Start of RECORDED INFORMATION

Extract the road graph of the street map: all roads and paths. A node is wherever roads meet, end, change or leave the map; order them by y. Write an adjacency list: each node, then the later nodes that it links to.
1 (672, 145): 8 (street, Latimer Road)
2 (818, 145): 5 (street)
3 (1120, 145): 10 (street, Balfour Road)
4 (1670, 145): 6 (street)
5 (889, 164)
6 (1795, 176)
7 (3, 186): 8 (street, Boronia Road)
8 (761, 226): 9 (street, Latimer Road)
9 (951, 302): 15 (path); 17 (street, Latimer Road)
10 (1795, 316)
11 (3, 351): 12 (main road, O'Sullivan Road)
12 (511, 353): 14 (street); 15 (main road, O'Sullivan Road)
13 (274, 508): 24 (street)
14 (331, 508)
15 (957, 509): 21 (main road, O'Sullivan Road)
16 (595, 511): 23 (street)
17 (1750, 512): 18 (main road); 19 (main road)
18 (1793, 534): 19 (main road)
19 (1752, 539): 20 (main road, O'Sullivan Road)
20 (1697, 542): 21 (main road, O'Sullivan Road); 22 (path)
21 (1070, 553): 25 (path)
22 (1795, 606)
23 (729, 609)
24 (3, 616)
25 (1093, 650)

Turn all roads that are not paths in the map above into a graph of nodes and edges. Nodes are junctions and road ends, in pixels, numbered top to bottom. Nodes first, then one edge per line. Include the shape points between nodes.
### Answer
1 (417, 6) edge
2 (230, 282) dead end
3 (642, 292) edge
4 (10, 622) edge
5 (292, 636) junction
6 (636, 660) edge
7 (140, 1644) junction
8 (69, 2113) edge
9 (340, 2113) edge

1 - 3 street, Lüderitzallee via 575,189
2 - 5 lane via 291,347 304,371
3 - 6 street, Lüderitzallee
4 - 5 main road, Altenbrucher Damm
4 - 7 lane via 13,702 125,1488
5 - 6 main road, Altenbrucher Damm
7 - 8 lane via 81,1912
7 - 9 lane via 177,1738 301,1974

End of RECORDED INFORMATION

Reproduce all of the data above, exactly and without omission.

Extract the road graph of the street map: all roads and paths. A node is wherever roads meet, end, change or leave the map; order them by y. Write an adjacency list: each node, then the later nodes that it links to.
1 (672, 145): 8 (street, Latimer Road)
2 (818, 145): 5 (street)
3 (1120, 145): 10 (street, Balfour Road)
4 (1670, 145): 6 (street)
5 (889, 164)
6 (1795, 176)
7 (3, 186): 8 (street, Boronia Road)
8 (761, 226): 9 (street, Latimer Road)
9 (951, 302): 15 (path); 17 (street, Latimer Road)
10 (1795, 316)
11 (3, 351): 12 (main road, O'Sullivan Road)
12 (511, 353): 14 (street); 15 (main road, O'Sullivan Road)
13 (274, 508): 24 (street)
14 (331, 508)
15 (957, 509): 21 (main road, O'Sullivan Road)
16 (595, 511): 23 (street)
17 (1750, 512): 18 (main road); 19 (main road)
18 (1793, 534): 19 (main road)
19 (1752, 539): 20 (main road, O'Sullivan Road)
20 (1697, 542): 21 (main road, O'Sullivan Road); 22 (path)
21 (1070, 553): 25 (path)
22 (1795, 606)
23 (729, 609)
24 (3, 616)
25 (1093, 650)

Turn all roads that are not paths in the map above into a graph of nodes and edges. Nodes are junctions and road ends, in pixels, numbered top to bottom. Nodes first, then one edge per line. Include the shape points between nodes.
### Answer
1 (417, 6) edge
2 (230, 282) dead end
3 (642, 292) edge
4 (10, 622) edge
5 (292, 636) junction
6 (636, 660) edge
7 (140, 1644) junction
8 (69, 2113) edge
9 (340, 2113) edge

1 - 3 street, Lüderitzallee via 575,189
2 - 5 lane via 291,347 304,371
3 - 6 street, Lüderitzallee
4 - 5 main road, Altenbrucher Damm
4 - 7 lane via 13,702 125,1488
5 - 6 main road, Altenbrucher Damm
7 - 8 lane via 81,1912
7 - 9 lane via 177,1738 301,1974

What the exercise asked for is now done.